Author/Authors :
Khanijazani, I Computer Engineering and Information Technology Department - Amirkabir University of Technology - Tehran, Iran , Salami, D Computer Engineering and Information Technology Department - Amirkabir University of Technology - Tehran, Iran , Rahbar, A Computer Engineering and Information Technology Department - Amirkabir University of Technology - Tehran, Iran , Momtazi, S Computer Engineering and Information Technology Department - Amirkabir University of Technology - Tehran, Iran
Abstract :
Text clustering and classification are two main tasks of text mining. Feature selection plays a key role in the
quality of the clustering and classification results.

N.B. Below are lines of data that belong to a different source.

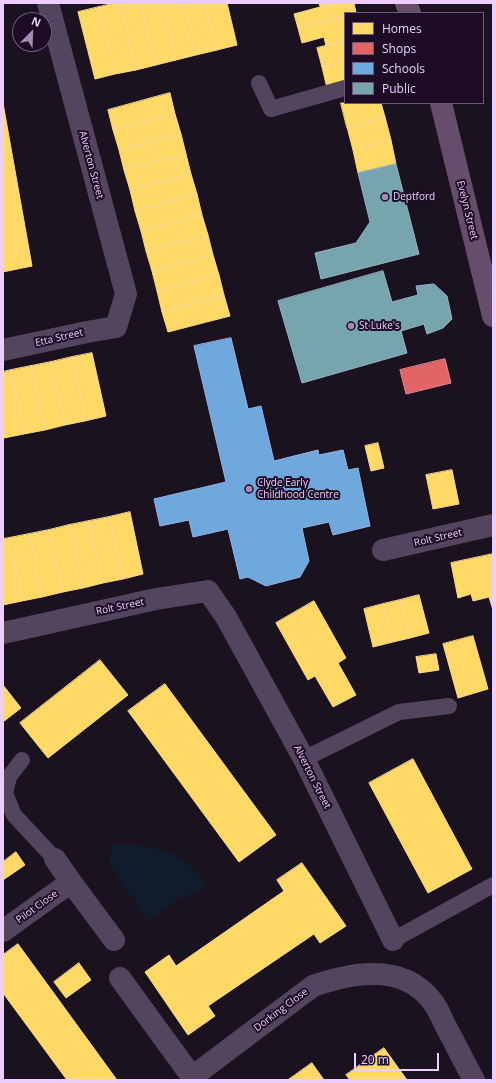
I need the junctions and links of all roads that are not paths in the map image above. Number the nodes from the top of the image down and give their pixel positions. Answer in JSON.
{"nodes":[{"id":1,"x":48,"y":3,"type":"edge"},
{"id":2,"x":259,"y":83,"type":"dead end"},
{"id":3,"x":344,"y":88,"type":"edge"},
{"id":4,"x":441,"y":104,"type":"edge"},
{"id":5,"x":493,"y":316,"type":"edge"},
{"id":6,"x":116,"y":327,"type":"joint"},
{"id":7,"x":3,"y":350,"type":"edge"},
{"id":8,"x":493,"y":525,"type":"edge"},
{"id":9,"x":384,"y":550,"type":"dead end"},
{"id":10,"x":226,"y":617,"type":"joint"},
{"id":11,"x":3,"y":633,"type":"edge"},
{"id":12,"x":449,"y":706,"type":"dead end"},
{"id":13,"x":304,"y":759,"type":"junction"},
{"id":14,"x":22,"y":760,"type":"dead end"},
{"id":15,"x":55,"y":859,"type":"joint"},
{"id":16,"x":71,"y":882,"type":"junction"},
{"id":17,"x":493,"y":885,"type":"edge"},
{"id":18,"x":3,"y":931,"type":"edge"},
{"id":19,"x":114,"y":940,"type":"dead end"},
{"id":20,"x":393,"y":940,"type":"joint"},
{"id":21,"x":120,"y":978,"type":"dead end"},
{"id":22,"x":474,"y":1080,"type":"edge"}],
"edges":[{"from":1,"to":6,"type":"street","name":"Alverton Street"},
{"from":2,"to":3,"type":"lane"},
{"from":4,"to":5,"type":"main road","name":"Evelyn Street"},
{"from":6,"to":7,"type":"street","name":"Etta Street"},
{"from":8,"to":9,"type":"street","name":"Rolt Street"},
{"from":10,"to":11,"type":"street","name":"Rolt Street"},
{"from":10,"to":13,"type":"street","name":"Alverton Street"},
{"from":12,"to":13,"type":"lane"},
{"from":13,"to":20,"type":"street","name":"Alverton Street"},
{"from":14,"to":15,"type":"lane"},
{"from":15,"to":16,"type":"street"},
{"from":16,"to":18,"type":"street","name":"Pilot Close"},
{"from":16,"to":19,"type":"street"},
{"from":17,"to":20,"type":"lane"},
{"from":21,"to":22,"type":"street","name":"Dorking Close"}]}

Although word-based features such as Term Frequency-
Inverse Document Frequency (TF-IDF) vectors have been widely used in different applications, their
shortcomings in capturing semantic concepts of text have motivated researches to use semantic models for
document vector representations. The Latent Dirichlet Allocation (LDA) topic modeling and doc2vec neural
document embedding are two well-known techniques for this purpose.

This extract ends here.